You need to identify the line, the load, and each of the switched wires. When everything is disconnected and the power is turned on, the line is the wire that will be hot. Use a non-contact tester to locate this, and follow the appropriate safety precautions to avoid electrocuting yourself (if you don't know these, it may be time to hire an electrician). The line could be coming directly into the fan box, in which case it's likely the separate pair of two wires. Or it may be coming in at the switch.
Next, turn on each switch and see which wires become hot, again with a non-contact voltage tester. Note which wire belongs to which switch. If there's no current going to the switch, then the line isn't connected anymore and you can instead use a continuity test from the wires in the ceiling with each switch turned on individually. This can/should be done with the power turned off.
Finally, determine where your load is going, if you have any. This is going to be any remaining wires, and you'll know where they go by all the items that don't work when the power is switched on. If the pair of wires in the ceiling isn't the line, then it's the load.
My best guess, updated from your video's findings, but without being there to test anything or get a better look at how wires are tied together in the back of the switch is:
- The line is connected at the switch.
- From the switch, it is likely running a non-switched hot to the fan box to connect to the load inside the bundle of 6. There will also be a neutral running in that bundle of 6.
- The other wires in the bundle of 6 are each individually switched hots. You'll need to test each one and label them. They should also be marked with a piece of black tape on each at the fan so there isn't any mistaking them for a neutral.
- The 2 wires in the ceiling are likely the load to another location.

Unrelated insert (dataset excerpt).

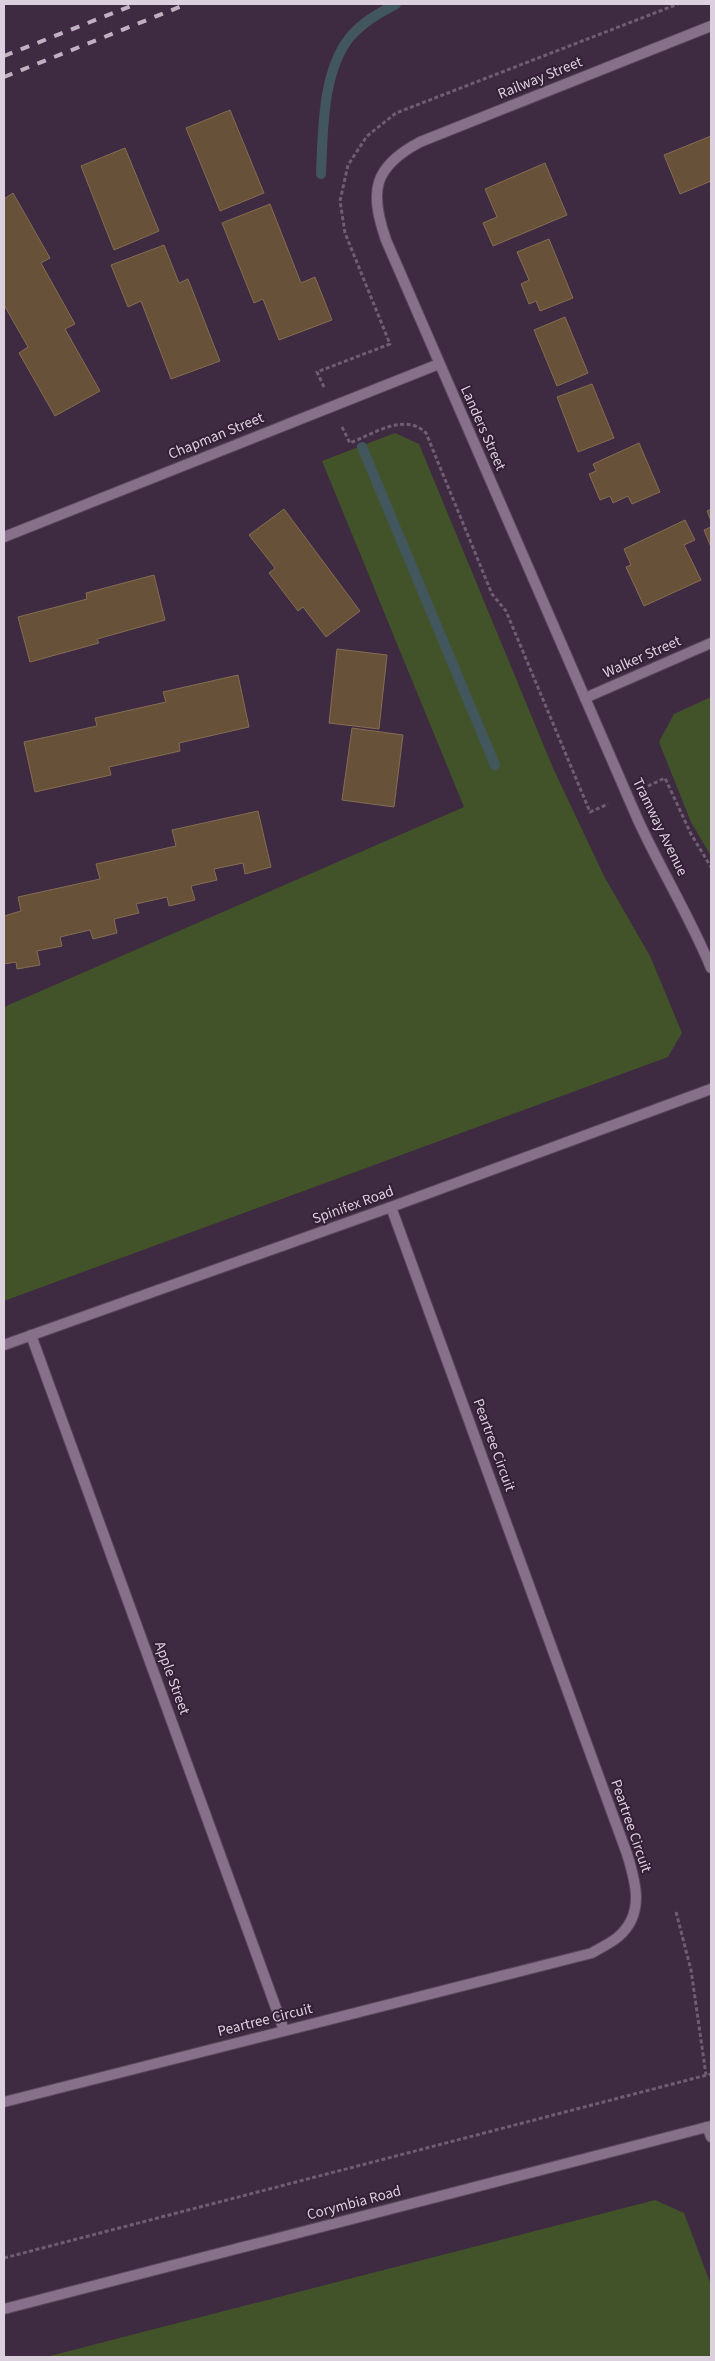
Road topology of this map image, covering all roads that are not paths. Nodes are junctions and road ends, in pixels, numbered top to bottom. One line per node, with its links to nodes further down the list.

And to hook it up, if my guess is correct:
- At the fan you'd wire the hot non-switched hot to the load. Pigtail the neutral from the bundle of 6, the neutral going to the load, and the neutral going to the fan. Then the switched wires are connected to the fan depending on each task.
- If your new fan doesn't have the extra lights (and therefore doesn't use the extra switched wires), then you should disconnect them on each end, bind and cap all unused wires together, and label them as unused with an indication of where the other end of the wire is. I'd also replace the switch with one that only has the necessary number of switches (otherwise everyone will be trying to figure out what the unused switches do).
- Since it sounds like your fan has a ground, and I don't see one in the picture, I'd strongly encourage you to add one. The conduit itself may be grounded (you'd detect continuity from neutral to the conduit in that case). But modern wiring practices, along with the fan you purchased, expect a dedicated ground wire.
Best Answer
The three pairs of wires correspond to the three functions. You should be able to find labels or a note in the manual explaining which is which, but for now I'll assume:
The green wire is a ground wire.
How you wire this up depends on what you have available. A 3-way switch will not help you here; you need multiple switches, and for that to work you may need more wires between your switch box and your fan/light fixture. Most likely, you will have a single cable (with a black, white, and bare ground wire) running to your fan. In that case, you can wire it up as follows:
That assembly will work, but it's not ideal as your fan, light, and night light will all turn on/off from a single switch.
A better version would be to have two switched wires running up to the fan. You can do this either by adding another 2-conductor cable (such as 14/2WG) running up to the fixture, or you can use a 3-conductor cable (e.g. 14/3WG) where there is a single neutral (white) and two switched hots (black and red). Assuming you have the 3-wire cable, your setup would be:
This allows you to control the fan and light separately with your two switches, but again has the shortcoming that the nightlight is only powered when the light switch is on. Which probably defeats the purpose!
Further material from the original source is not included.